Os riscos das assaduras nos bebês

As assaduras têm maior probabilidade de aparecer quando o bebê começa a comer alimentos

Comuns em bebês, as assaduras nada mais são do que dermatites de contato, aquelas em que há lesão da pele causada pelo contato excessivo e frequente de determinadas regiões com roupas e fraldas, por exemplo. Na assadura, o contato da pele do bebê, bastante sensível, com as fezes e a urina provoca a alteração do PH nas regiões íntimas, levando a lesões acompanhadas de ardência e dor. “As fezes e a urina são substâncias irritantes à pele. Portanto, o contato da fralda molhada, além da sua constante fricção, aumenta a suscetibilidade da pele ao aparecimento dessa lesão que chamamos de assadura. Em muitos casos, ela também tem um fungo associado, que é a cândida, resultando em candidíase no bebê”, explica a doutora Maria José Carvalho Sant’Anna, pediatra e professora da Faculdade de Ciências Médicas da Santa Casa de São Paulo.

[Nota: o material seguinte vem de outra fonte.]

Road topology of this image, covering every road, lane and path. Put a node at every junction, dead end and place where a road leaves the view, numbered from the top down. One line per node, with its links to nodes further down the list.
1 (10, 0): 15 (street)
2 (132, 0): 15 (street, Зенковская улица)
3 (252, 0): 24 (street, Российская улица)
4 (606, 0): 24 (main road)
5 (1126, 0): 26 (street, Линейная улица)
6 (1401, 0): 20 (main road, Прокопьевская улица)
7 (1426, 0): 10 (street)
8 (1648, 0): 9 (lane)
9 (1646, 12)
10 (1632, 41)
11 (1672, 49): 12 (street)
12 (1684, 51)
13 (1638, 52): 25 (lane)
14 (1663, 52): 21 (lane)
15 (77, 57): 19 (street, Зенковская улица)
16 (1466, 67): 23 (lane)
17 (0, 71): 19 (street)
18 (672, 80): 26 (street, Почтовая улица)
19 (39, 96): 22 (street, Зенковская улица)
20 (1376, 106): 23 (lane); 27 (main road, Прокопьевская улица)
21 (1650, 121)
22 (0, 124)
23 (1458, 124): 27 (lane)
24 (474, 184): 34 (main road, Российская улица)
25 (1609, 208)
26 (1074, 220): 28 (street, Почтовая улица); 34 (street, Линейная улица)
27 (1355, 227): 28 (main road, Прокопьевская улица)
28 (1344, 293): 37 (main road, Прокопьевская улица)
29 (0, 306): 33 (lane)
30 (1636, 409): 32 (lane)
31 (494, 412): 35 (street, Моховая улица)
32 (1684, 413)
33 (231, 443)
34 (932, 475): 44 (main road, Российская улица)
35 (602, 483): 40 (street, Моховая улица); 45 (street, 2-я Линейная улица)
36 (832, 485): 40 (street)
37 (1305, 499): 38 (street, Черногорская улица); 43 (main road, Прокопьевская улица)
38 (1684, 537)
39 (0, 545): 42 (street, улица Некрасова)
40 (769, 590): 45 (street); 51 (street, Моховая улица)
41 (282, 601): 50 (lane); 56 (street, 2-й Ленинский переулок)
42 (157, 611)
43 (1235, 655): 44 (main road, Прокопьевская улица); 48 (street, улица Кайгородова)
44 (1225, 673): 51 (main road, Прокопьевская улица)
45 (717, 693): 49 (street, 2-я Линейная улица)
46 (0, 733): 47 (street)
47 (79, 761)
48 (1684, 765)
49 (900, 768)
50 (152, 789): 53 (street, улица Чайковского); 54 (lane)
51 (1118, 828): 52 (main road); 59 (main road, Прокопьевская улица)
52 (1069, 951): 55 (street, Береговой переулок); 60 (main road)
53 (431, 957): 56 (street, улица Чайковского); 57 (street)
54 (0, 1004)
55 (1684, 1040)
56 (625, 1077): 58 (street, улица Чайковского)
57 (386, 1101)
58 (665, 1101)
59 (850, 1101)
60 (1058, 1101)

Caracterizada pela vermelhidão do local afetado, lesões leves na pele e até erosões, as assaduras têm maior possibilidade de aparição a partir do momento em que o bebê passa a comer alimentos, além do leite materno, o que torna as fezes e a urina mais irritantes à pele. “Nos casos mais leves, a pele do bebê é acometida por uma vermelhidão na região do períneo. Nos moderados, há o aparecimento de lesões e vermelhidão, que escamam a pele. Nos graves, os danos são mais acentuados e importantes. 80% dos casos em que a assadura passa de três dias, já têm fungo associado, o que indica a necessidade de acompanhamento e tratamento junto ao pediatra”, explica a professora. Para evitar o problema, ela dá dicas básicas de cuidados: evitar deixar a criança com a mesma fralda por um período prolongado, para mantê-la sempre seca e limpa; aumentar o número de trocas de fraldas, especialmente em bebês recém-nascidos, que urinam e defecam muitas vezes ao dia; ao trocar a fralda, procurar sempre limpar o bebê com água morna e sabonete neutro e usar lenços umedecidos somente em último caso – a atitude mantém a criança devidamente limpa e evita o desenvolvimento de alergias ao lenço; tomar cuidado com as pomadas, que podem ser difíceis de ser removidas da pele do bebê; ter atenção para não apertar muito a fralda e deixar o bebê mais confortável e menos suscetível a assaduras; sempre que possível, deixar o bebê exposto ao sol (brando) e sem fralda. Esse hábito mantém seca a região que estaria em contato com a fralda.